FastInserter
Use raw SQL to insert database records in bulk, fast. Supports uniqueness constraints, timestamps, and checking for existing records.
The motivation for this library comes from the fact that rails does validations on each and every inserted record in the join table. And, even if you pass validate: false, it still loads each record and inserts one by one. This is all good, but also means inserting a large number (thousands) of records is slow.
This library skips active record altogether and uses raw sql to insert records. However, using raw sql goes around all your business logic, so we provide ways to still have niceties like uniqueness constraints and timestamps.
Installation
Add this line to your application's Gemfile:
gem 'fast_inserter'
And then execute:
$ bundle
Or install it yourself as:
$ gem install fast_inserter
Runtime dependencies
- activerecord: Fast inserter depends on active record for handling database connections, database configuration, executing the sql, and sql sanitization.
Usage
We wrote a longer post about this gem at https://joinhandshake.com/engineering/2016/01/26/quickly-inserting-thousands-of-records-in-rails.html
In most cases, you probably don't want to use this library and instead should use active record. However, should you need to use this library, usage instructions are below.
A basic usage for inserting multiple 'MassEmailsUser' records:
@mass_email = MassEmail.find(params[:id])
user_ids = [1, 2, 3, 4] # ids to fast insert
params = {
table: 'mass_emails_users',
static_columns: {
mass_email_id: @mass_email.id
},
additional_columns: {
created_by_id: current_user.id
},
options: {
timestamps: true,
unique: true,
check_for_existing: true
},
group_size: 2_000,
variable_column: 'user_id',
values: user_ids
}
inserter = FastInserter::Base.new(params)
inserter.fast_insert
Let's walkthrough the options.
table
Defines the table name to insert into
static_columns
These are columns and the values for the columns which will not change for each insertion.
additional_columns
These are also static columns which will not changed, but these columns will not be used for uniqueness validation constraints.
timestamps
Includes created_at and updated_at timestamps to each record. Default is false.
unique
Ensures that the 'values' parameter is a unique set of values. Default is false.
check_for_existing
Queries the table for any values which already exist and removes them from the values to be inserted. This query uses 'static_columns' and 'variable_column' for determining uniqueness. Default is false.
group_size
Insertions will be broken up into batches. This specifies the number of records you want to insert per batch. Default is 1,000.
variable_column
The name of the column which we will be dynamically inserting records for.
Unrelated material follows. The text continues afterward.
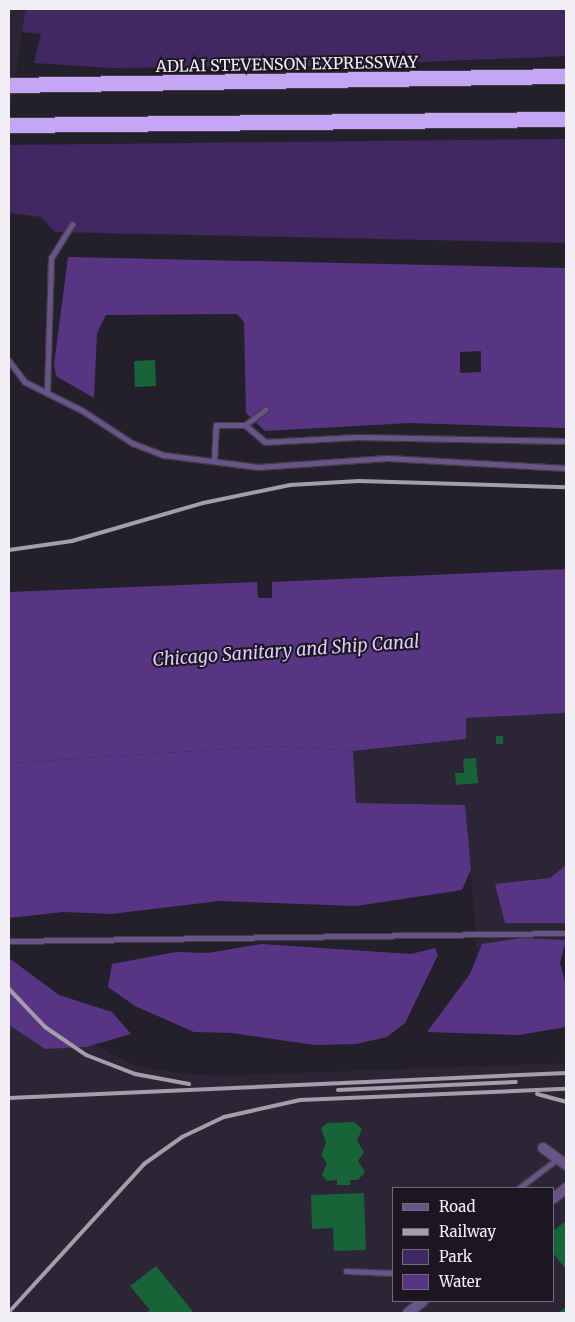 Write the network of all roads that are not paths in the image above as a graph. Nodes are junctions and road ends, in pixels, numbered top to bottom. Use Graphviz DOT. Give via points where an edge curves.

This is the only column which changes per-record being inserted.
values
The large list of values to use for the 'variable_column' value when inserting the records.
Multiple Variable Columns
Rather than a single variable_column
, you may pass an array of variable_columns
, along with values
as an array of arrays.
Example:
variable_columns: %w(user_id user_email)
values: [[1, 'foo@example.com'], [2, 'bar@example.com']]
Development
After checking out the repo, run bin/setup
to install dependencies. Then, run rake spec
to run the tests. You can also run bin/console
for an interactive prompt that will allow you to experiment.
To install this gem onto your local machine, run bundle exec rake install
. To release a new version, update the version number in version.rb
, and then run bundle exec rake release
, which will create a git tag for the version, push git commits and tags, and push the .gem
file to rubygems.org.
Contributing
Bug reports and pull requests are welcome on GitHub at https://github.com/joinhandshake/fast_inserter. All code must run on sqlite, pg, and mysql (tests are set up CI already).
License
The gem is available as open source under the terms of the MIT License.